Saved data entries
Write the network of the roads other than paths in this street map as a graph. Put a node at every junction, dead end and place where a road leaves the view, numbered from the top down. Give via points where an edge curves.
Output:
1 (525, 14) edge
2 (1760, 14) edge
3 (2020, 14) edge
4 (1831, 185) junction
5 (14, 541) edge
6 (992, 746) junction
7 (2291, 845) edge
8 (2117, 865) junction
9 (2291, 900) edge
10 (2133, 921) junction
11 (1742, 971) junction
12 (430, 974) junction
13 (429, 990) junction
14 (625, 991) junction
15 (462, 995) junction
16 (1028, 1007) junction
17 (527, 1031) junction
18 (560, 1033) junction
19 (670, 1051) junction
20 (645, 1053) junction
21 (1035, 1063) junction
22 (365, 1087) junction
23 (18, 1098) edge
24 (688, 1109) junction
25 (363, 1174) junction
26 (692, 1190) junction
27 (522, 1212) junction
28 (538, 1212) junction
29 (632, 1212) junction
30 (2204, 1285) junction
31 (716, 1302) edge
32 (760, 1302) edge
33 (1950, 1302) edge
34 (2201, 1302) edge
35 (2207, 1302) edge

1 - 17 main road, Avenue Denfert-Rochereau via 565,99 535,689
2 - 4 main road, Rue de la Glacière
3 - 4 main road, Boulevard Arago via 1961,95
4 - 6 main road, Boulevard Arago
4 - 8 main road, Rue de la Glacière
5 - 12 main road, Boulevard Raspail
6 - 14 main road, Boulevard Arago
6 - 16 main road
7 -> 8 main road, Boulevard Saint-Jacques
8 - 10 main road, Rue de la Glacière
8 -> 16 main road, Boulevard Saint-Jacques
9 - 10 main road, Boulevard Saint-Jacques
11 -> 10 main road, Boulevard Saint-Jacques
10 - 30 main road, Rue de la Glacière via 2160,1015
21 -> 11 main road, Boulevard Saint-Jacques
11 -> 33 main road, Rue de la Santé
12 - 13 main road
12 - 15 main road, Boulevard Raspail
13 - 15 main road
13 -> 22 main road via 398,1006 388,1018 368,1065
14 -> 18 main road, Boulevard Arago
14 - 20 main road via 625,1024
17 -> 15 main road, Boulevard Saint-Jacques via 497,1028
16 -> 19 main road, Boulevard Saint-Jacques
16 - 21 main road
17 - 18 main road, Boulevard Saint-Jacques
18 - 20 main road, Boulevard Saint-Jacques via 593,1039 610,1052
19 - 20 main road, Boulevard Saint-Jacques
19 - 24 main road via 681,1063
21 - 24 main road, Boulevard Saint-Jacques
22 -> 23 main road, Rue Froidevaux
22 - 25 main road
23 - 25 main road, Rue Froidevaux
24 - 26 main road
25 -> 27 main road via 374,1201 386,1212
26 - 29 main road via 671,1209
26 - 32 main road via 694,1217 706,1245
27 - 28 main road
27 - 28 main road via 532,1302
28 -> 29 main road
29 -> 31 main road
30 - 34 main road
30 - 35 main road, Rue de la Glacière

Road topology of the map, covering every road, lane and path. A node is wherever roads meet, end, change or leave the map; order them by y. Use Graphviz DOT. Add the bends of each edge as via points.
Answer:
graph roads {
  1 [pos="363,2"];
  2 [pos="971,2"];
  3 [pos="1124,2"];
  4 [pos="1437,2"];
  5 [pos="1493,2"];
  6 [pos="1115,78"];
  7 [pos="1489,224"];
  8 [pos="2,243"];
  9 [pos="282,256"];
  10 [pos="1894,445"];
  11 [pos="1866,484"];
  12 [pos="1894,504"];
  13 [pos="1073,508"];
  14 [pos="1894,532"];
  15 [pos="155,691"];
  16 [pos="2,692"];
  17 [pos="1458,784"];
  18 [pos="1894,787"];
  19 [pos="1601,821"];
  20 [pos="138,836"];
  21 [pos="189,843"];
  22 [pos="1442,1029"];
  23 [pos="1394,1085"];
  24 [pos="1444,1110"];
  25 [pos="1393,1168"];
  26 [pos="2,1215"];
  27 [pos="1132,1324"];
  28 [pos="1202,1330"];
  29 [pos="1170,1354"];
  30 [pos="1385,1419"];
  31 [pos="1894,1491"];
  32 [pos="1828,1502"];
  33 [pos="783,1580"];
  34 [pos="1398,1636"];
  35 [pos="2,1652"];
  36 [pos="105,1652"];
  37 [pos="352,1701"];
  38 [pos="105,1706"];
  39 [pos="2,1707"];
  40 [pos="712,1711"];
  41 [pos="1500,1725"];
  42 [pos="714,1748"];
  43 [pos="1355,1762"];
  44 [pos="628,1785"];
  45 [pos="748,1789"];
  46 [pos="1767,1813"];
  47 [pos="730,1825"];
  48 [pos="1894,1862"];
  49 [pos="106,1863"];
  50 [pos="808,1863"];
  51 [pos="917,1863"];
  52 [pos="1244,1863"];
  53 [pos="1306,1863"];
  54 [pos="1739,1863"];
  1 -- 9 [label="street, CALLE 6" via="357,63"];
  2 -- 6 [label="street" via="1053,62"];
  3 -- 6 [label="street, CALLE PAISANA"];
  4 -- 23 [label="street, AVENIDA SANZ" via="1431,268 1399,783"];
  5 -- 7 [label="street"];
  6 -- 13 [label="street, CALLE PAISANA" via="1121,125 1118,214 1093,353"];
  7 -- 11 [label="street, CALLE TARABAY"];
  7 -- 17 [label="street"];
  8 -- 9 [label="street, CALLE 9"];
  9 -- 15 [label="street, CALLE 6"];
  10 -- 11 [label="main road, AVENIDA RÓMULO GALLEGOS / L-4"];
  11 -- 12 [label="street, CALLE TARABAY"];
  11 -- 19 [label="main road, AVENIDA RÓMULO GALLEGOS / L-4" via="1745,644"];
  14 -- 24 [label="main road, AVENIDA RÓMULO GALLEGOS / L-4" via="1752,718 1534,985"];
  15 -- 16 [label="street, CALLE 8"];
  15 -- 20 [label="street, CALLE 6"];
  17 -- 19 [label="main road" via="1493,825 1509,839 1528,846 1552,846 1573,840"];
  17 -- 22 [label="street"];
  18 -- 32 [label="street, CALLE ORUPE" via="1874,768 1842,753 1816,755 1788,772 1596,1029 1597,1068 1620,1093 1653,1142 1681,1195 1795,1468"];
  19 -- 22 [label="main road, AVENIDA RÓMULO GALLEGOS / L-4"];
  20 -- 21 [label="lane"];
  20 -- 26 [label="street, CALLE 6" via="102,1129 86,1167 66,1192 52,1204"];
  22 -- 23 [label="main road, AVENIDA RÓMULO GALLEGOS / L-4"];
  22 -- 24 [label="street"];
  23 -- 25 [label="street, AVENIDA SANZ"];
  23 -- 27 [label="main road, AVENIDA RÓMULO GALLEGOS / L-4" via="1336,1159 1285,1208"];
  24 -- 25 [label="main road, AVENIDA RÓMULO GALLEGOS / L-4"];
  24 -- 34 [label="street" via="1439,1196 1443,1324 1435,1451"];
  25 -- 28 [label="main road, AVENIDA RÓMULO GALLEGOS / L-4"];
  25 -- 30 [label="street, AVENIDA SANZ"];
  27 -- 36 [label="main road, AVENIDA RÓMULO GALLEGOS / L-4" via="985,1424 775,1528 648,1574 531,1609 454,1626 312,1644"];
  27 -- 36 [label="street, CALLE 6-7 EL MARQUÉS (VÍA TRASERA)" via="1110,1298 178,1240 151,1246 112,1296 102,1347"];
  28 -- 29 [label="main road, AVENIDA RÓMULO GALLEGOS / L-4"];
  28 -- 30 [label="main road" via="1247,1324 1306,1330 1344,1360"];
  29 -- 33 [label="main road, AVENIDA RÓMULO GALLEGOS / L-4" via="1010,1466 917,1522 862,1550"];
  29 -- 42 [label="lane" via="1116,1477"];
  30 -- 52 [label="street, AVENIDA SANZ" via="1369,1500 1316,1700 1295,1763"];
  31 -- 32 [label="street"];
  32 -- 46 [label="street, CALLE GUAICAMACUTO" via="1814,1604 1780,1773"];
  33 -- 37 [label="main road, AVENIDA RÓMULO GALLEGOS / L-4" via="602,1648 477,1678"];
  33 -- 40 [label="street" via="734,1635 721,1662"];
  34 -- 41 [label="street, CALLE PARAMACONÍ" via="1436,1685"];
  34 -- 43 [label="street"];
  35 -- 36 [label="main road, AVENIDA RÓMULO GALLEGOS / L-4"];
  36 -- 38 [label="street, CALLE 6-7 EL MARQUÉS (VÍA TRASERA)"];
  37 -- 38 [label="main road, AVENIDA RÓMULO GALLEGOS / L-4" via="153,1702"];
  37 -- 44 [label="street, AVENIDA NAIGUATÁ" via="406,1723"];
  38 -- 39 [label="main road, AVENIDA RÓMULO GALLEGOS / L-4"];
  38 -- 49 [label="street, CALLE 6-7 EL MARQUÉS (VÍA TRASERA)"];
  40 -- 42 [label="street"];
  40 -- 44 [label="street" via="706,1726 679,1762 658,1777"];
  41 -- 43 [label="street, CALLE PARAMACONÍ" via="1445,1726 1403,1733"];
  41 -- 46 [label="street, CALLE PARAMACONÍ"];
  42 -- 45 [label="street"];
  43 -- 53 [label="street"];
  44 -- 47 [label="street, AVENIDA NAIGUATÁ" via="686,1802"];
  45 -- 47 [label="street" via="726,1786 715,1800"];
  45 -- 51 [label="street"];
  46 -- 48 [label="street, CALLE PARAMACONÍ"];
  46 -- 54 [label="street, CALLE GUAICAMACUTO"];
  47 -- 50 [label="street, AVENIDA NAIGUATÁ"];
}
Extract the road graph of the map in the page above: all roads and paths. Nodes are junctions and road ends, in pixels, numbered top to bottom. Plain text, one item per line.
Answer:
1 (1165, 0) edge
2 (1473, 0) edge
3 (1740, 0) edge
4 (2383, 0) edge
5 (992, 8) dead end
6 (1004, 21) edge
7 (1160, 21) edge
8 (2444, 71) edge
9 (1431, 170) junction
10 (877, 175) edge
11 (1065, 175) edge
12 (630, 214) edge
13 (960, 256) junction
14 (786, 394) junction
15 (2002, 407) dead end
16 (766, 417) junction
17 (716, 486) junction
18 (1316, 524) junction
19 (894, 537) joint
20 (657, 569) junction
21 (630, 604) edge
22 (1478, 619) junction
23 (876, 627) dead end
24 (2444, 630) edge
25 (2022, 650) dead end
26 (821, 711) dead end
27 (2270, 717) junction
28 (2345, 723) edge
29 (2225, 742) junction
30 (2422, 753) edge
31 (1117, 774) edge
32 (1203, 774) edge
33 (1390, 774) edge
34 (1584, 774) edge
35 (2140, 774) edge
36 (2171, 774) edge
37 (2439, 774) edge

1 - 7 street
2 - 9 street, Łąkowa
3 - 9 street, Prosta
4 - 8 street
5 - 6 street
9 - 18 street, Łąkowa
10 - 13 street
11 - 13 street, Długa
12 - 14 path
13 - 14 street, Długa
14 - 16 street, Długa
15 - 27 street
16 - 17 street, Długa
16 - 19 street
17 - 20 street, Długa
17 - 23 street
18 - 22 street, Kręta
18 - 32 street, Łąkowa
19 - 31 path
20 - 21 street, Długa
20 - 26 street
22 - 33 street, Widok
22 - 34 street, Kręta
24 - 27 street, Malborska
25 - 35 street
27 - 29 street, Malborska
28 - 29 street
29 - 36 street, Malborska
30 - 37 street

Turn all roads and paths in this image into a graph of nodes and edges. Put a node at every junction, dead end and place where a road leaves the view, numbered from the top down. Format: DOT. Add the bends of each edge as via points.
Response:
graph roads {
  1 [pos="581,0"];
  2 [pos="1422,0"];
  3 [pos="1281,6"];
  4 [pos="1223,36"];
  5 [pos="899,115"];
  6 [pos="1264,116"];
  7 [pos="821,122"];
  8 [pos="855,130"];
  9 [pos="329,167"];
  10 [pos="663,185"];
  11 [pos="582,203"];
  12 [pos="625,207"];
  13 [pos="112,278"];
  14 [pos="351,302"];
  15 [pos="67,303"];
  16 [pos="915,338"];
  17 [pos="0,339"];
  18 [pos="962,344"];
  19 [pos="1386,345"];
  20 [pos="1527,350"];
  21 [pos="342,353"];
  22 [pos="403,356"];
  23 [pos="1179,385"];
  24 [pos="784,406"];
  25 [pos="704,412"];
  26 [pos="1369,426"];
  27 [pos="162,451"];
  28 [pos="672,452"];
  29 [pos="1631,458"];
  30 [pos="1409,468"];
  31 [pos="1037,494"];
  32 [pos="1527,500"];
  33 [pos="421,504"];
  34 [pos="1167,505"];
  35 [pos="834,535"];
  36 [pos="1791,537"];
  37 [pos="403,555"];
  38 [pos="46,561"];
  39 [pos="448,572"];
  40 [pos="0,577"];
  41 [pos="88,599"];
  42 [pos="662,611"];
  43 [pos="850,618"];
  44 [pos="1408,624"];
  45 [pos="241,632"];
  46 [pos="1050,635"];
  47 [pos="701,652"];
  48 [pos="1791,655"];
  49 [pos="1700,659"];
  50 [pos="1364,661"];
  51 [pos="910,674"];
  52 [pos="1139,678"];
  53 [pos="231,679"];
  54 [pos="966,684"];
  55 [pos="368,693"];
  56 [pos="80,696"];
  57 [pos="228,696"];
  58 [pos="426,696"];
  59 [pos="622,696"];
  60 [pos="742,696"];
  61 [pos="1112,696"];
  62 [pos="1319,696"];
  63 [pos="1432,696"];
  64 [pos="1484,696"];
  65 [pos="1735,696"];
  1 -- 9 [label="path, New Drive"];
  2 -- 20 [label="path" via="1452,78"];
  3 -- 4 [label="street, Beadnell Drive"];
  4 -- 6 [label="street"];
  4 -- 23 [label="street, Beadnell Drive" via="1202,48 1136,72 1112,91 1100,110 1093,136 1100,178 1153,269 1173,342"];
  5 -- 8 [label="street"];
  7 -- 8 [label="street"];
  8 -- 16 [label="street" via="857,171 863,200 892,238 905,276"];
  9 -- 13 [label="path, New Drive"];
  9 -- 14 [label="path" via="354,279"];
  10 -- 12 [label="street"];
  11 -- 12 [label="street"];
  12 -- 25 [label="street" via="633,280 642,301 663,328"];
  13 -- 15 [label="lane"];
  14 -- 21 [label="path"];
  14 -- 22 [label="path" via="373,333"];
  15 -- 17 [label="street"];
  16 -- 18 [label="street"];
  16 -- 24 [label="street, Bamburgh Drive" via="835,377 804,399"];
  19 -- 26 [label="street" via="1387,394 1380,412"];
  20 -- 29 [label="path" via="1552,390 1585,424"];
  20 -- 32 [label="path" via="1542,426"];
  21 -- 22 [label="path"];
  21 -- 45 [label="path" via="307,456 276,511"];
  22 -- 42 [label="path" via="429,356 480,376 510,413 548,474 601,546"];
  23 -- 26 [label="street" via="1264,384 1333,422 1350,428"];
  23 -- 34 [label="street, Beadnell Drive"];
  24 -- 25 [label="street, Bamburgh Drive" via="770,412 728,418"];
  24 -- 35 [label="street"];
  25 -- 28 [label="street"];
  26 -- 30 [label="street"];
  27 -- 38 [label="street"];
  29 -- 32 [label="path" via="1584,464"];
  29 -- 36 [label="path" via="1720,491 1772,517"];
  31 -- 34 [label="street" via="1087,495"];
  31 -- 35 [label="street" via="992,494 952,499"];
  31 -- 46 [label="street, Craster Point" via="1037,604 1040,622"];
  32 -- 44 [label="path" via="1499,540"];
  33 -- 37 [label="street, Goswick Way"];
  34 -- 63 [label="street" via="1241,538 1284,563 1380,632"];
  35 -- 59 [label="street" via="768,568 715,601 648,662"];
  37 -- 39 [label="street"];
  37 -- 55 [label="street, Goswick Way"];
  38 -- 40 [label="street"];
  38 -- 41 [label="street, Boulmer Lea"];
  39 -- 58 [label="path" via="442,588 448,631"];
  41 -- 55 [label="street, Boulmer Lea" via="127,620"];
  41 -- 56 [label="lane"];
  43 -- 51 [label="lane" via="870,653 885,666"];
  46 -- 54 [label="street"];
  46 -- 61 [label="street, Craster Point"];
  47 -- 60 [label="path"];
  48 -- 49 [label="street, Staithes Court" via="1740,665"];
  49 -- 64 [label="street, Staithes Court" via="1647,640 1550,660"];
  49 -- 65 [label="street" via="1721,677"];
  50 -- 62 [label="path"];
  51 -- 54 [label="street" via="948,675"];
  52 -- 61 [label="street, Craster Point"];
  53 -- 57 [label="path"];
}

### What to do
Tally the lines in the entries above that hold the word "Jacques". Reply with nothing but that count.

### Solution to the exercise
11